Entries shown Start Marker

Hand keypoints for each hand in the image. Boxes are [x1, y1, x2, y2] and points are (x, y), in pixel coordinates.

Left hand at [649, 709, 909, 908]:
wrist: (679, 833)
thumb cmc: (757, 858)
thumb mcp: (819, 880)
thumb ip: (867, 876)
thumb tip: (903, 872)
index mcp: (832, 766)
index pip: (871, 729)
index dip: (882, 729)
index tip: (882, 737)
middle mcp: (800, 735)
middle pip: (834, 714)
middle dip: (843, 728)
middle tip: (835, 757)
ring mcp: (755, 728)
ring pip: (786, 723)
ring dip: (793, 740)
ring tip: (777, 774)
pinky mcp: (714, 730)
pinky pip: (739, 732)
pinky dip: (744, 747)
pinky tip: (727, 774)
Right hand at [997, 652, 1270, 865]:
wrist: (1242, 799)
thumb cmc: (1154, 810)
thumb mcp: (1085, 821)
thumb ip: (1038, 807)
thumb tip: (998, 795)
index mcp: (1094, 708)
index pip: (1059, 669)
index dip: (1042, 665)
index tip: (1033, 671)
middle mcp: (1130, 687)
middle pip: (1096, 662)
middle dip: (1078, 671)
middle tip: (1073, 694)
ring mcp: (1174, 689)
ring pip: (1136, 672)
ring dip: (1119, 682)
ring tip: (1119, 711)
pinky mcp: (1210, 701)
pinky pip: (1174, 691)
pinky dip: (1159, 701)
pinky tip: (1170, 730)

Entries shown End Marker
Entries shown Start Marker

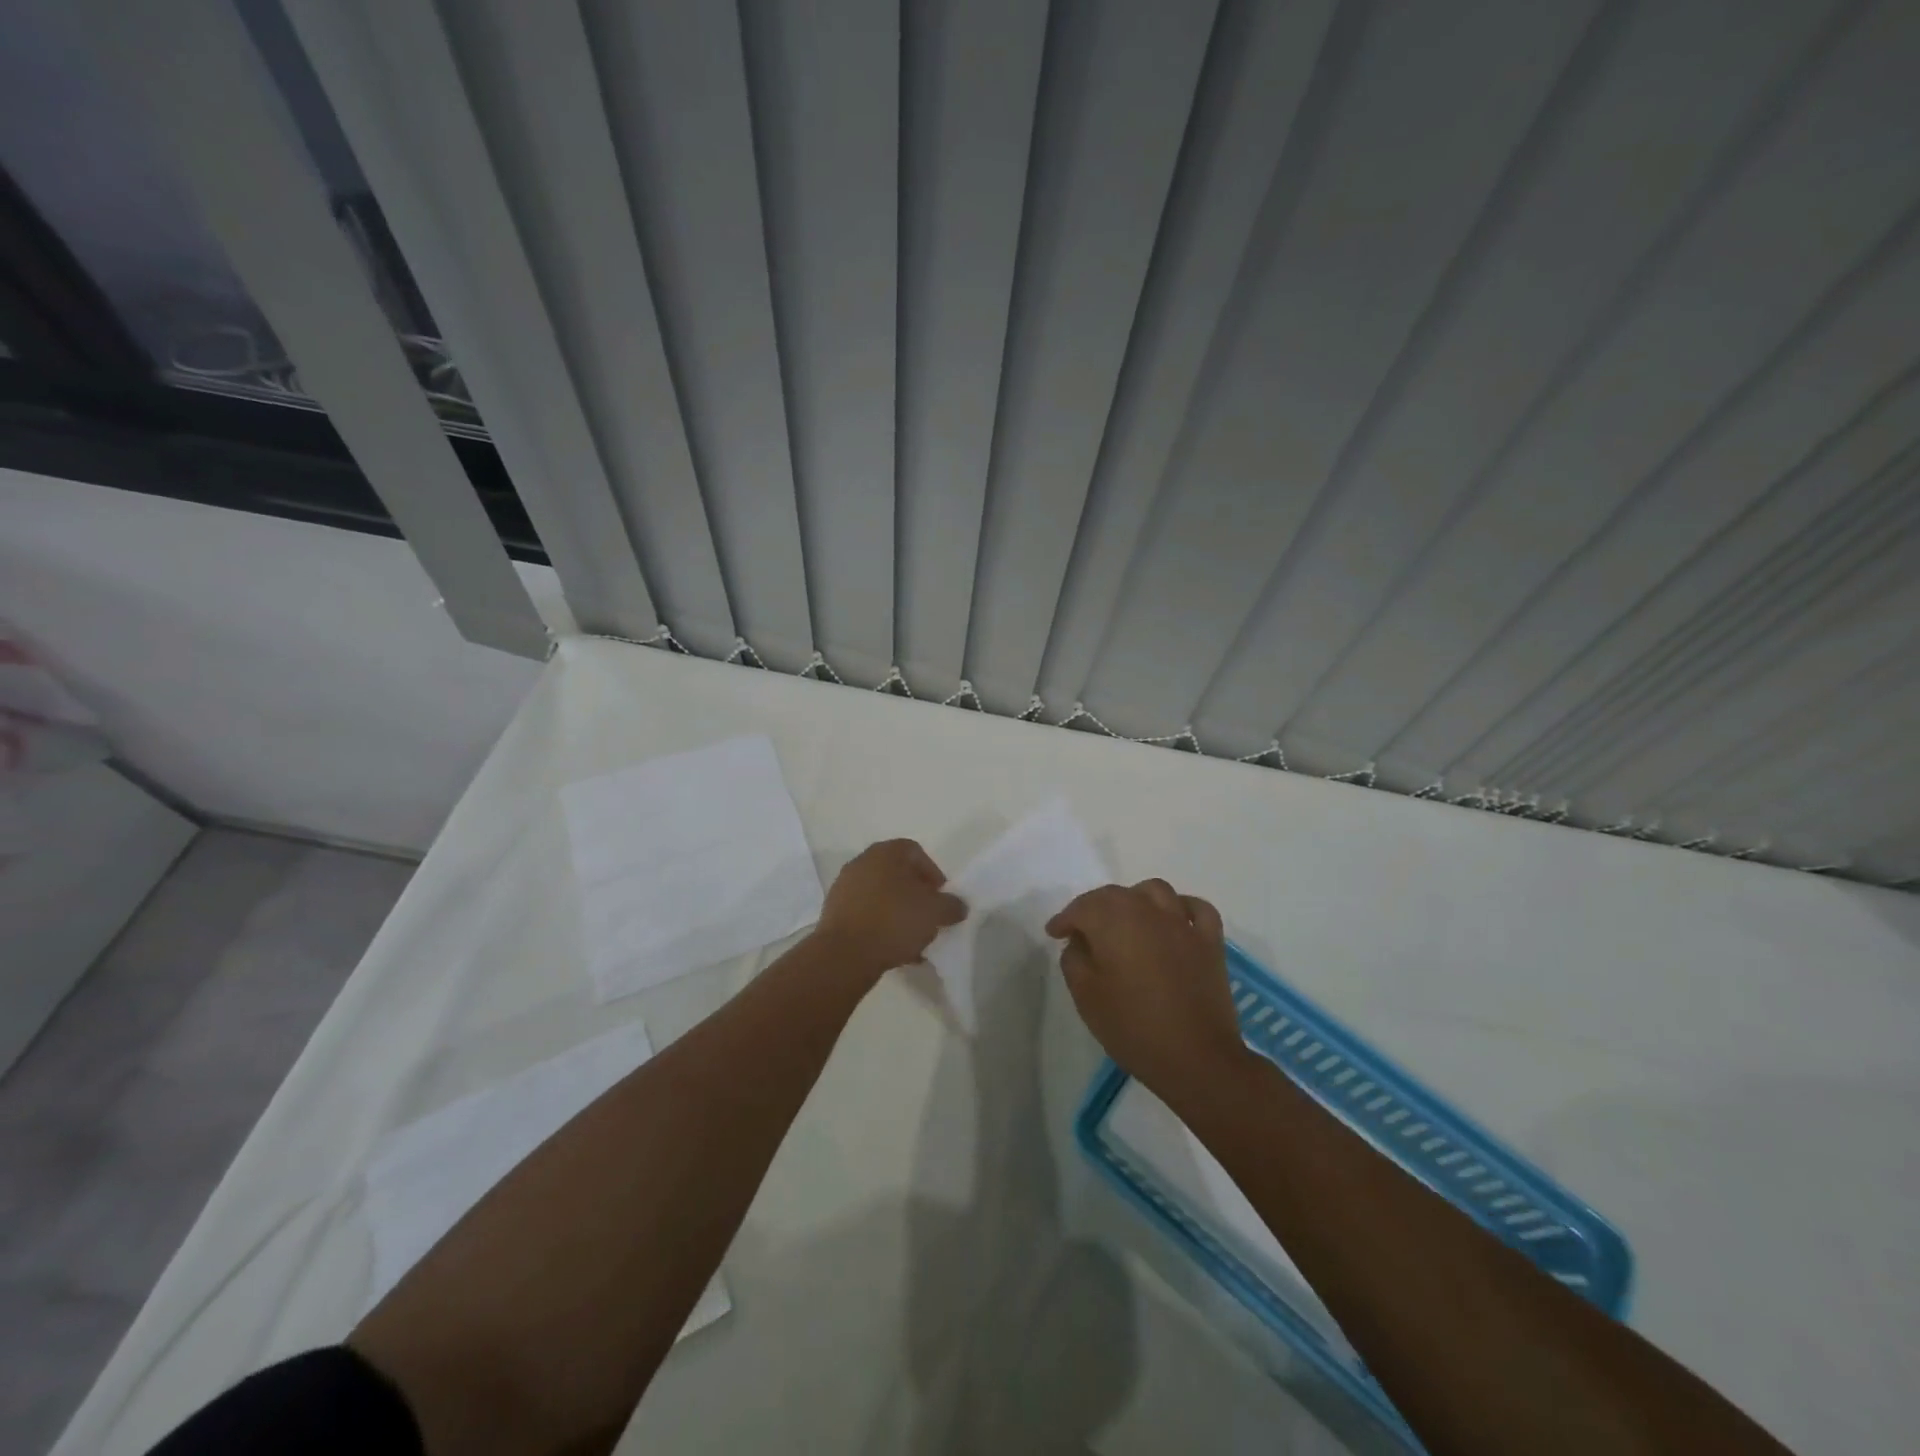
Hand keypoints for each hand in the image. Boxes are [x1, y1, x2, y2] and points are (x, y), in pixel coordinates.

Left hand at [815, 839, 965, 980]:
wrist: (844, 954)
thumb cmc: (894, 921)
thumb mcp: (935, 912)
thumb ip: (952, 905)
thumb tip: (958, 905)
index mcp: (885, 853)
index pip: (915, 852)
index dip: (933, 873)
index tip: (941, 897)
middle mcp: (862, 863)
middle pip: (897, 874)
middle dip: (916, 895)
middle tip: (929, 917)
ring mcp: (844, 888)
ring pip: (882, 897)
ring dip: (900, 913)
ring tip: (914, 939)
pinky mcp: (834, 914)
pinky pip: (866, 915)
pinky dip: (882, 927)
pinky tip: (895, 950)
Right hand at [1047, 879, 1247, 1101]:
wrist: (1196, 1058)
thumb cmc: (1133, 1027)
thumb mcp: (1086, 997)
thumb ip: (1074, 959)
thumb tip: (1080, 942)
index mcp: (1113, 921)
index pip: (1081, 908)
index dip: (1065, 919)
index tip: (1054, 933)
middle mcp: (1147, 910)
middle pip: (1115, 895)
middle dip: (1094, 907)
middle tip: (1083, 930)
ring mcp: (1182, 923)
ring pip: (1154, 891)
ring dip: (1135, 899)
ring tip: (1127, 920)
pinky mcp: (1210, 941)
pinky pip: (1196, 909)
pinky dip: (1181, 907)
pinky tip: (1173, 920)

Entries shown End Marker
Entries shown Start Marker

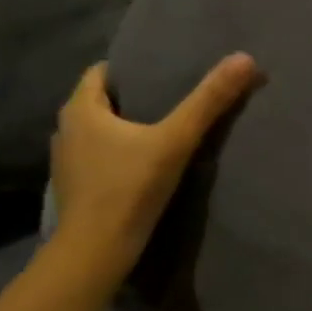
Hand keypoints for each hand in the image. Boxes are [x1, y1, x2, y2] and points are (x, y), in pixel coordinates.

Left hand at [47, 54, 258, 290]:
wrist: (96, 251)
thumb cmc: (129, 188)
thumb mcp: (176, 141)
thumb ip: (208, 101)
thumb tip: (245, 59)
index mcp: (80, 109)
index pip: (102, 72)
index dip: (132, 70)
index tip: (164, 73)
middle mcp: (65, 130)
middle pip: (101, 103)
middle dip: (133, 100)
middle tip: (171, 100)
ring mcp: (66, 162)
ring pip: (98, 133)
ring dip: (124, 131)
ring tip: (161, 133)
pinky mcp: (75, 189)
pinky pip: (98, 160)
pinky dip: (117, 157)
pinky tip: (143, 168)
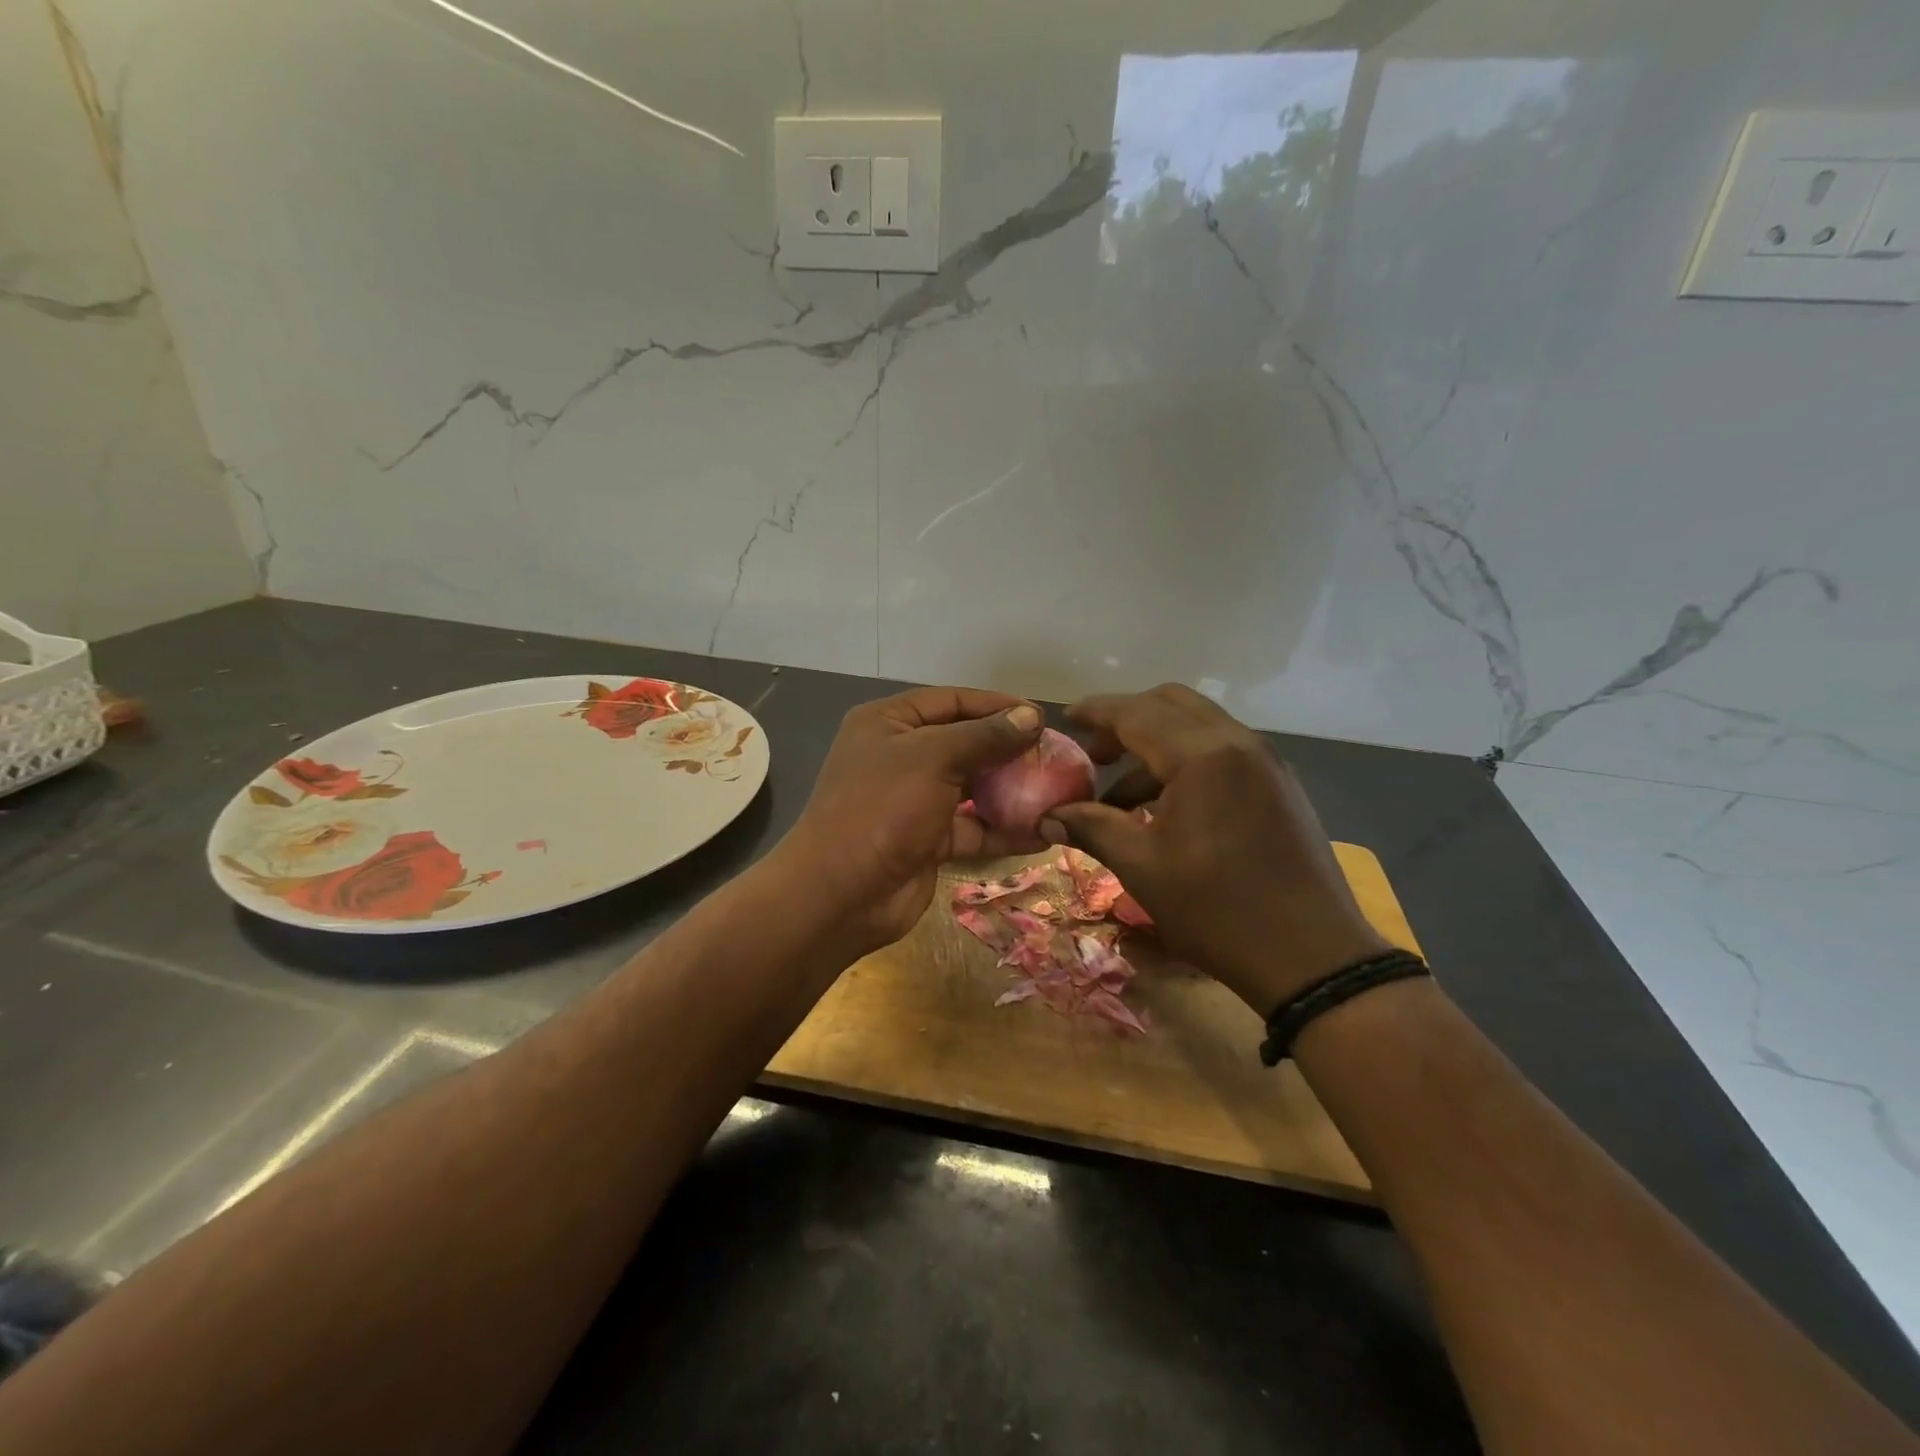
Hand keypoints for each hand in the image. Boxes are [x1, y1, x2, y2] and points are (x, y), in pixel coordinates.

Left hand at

Entries shown End Marker

■ Problem: Take the entries above and return only the lines from the one with "middle pip: (101, 103)" to the one with "pinky tip: (143, 168)", both included, unchanged.

■ Reply to the task:
middle pip: (101, 103)
middle dip: (133, 100)
middle tip: (171, 100)
ring mcp: (66, 162)
ring pip: (98, 133)
ring dip: (124, 131)
ring tip: (161, 133)
pinky mcp: (75, 189)
pinky pip: (98, 160)
pinky dip: (117, 157)
pinky tip: (143, 168)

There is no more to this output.